Belmore has staged over ten solo exhibitions and has participated in more than fifteen group shows, including Into the Woods: Two Icons Revisited (2015 Art Gallery of Ontario), Changing Hands: Art without Reservation (2012 Museum of Art & Design), Close Encounters: The Next 500 Years (2011 Winnipeg), HIDE: Skin as Material and Metaphor (2010 National Museum of the American Indian), and Terra Incognita (2007 Macdonald Stewart Art Centre).

Working in resistant stone, copper and other metals, Belmore's process is intricate and time-consuming. Given his deliberate and thoughtful pace, his sculptures and installations are founded on a deep understanding of the qualities – physical and symbolic – of the materials.
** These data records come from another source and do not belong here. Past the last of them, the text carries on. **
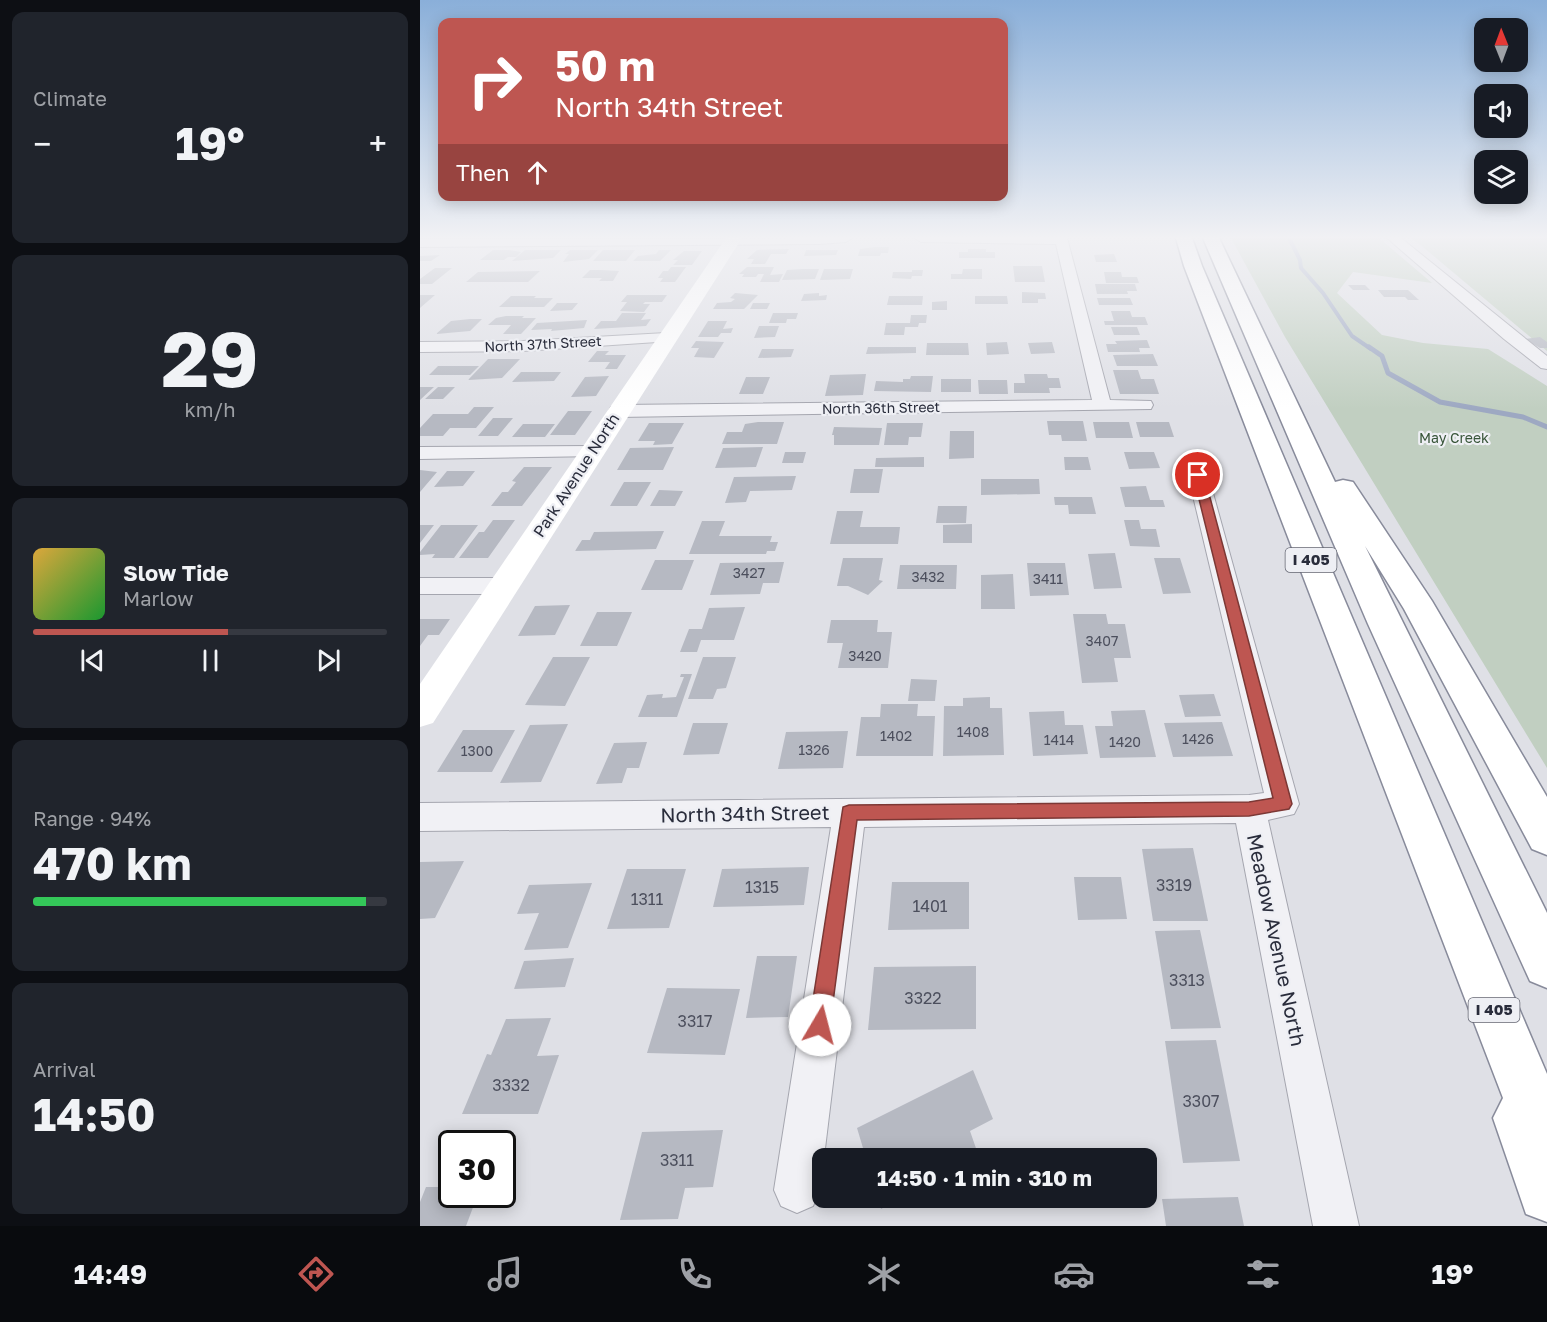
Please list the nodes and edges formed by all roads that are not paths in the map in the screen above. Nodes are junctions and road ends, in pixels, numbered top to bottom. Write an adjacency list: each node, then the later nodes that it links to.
1 (695, 295): 6 (main road, Park Avenue North)
2 (1075, 295): 10 (street)
3 (1205, 295): 23 (main road, I 405)
4 (1237, 295): 9 (main road, I 405)
5 (1462, 295): 8 (street)
6 (666, 338): 7 (street, North 37th Street); 12 (main road, Park Avenue North)
7 (420, 347)
8 (1547, 364)
9 (1285, 399): 22 (main road); 24 (main road, I 405)
10 (1102, 405): 11 (street, North 36th Street); 12 (street, North 36th Street)
11 (1144, 405)
12 (618, 411): 13 (main road, Park Avenue North)
13 (592, 452): 14 (street); 17 (main road, Park Avenue North)
14 (420, 453)
15 (1198, 475): 19 (street, Meadow Avenue North)
16 (420, 586): 17 (street)
17 (504, 586): 18 (main road, Park Avenue North)
18 (420, 713)
19 (1249, 809): 20 (street, North 34th Street); 28 (street, Meadow Avenue North)
20 (849, 813): 21 (street, North 34th Street); 26 (street)
21 (420, 817)
22 (1547, 836)
23 (1441, 880): 25 (main road, I 405); 27 (main road)
24 (1547, 964)
25 (1547, 1140)
26 (797, 1190)
27 (1547, 1193)
28 (1336, 1226)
Curator Olexander Wlasenko has described his approach as “alchemic; vacillating between determination and serendipity. Human intervention into the landscape comes with and without consequence."

In 2023, Belmore was commissioned to create a 2.7 m high sculpture at the Gordie Howe International Bridge, with the work recognizing and celebrating First Nations. The sculpture of tree bark, visible as traffic enters and leaves Canada, was installed in October 2024.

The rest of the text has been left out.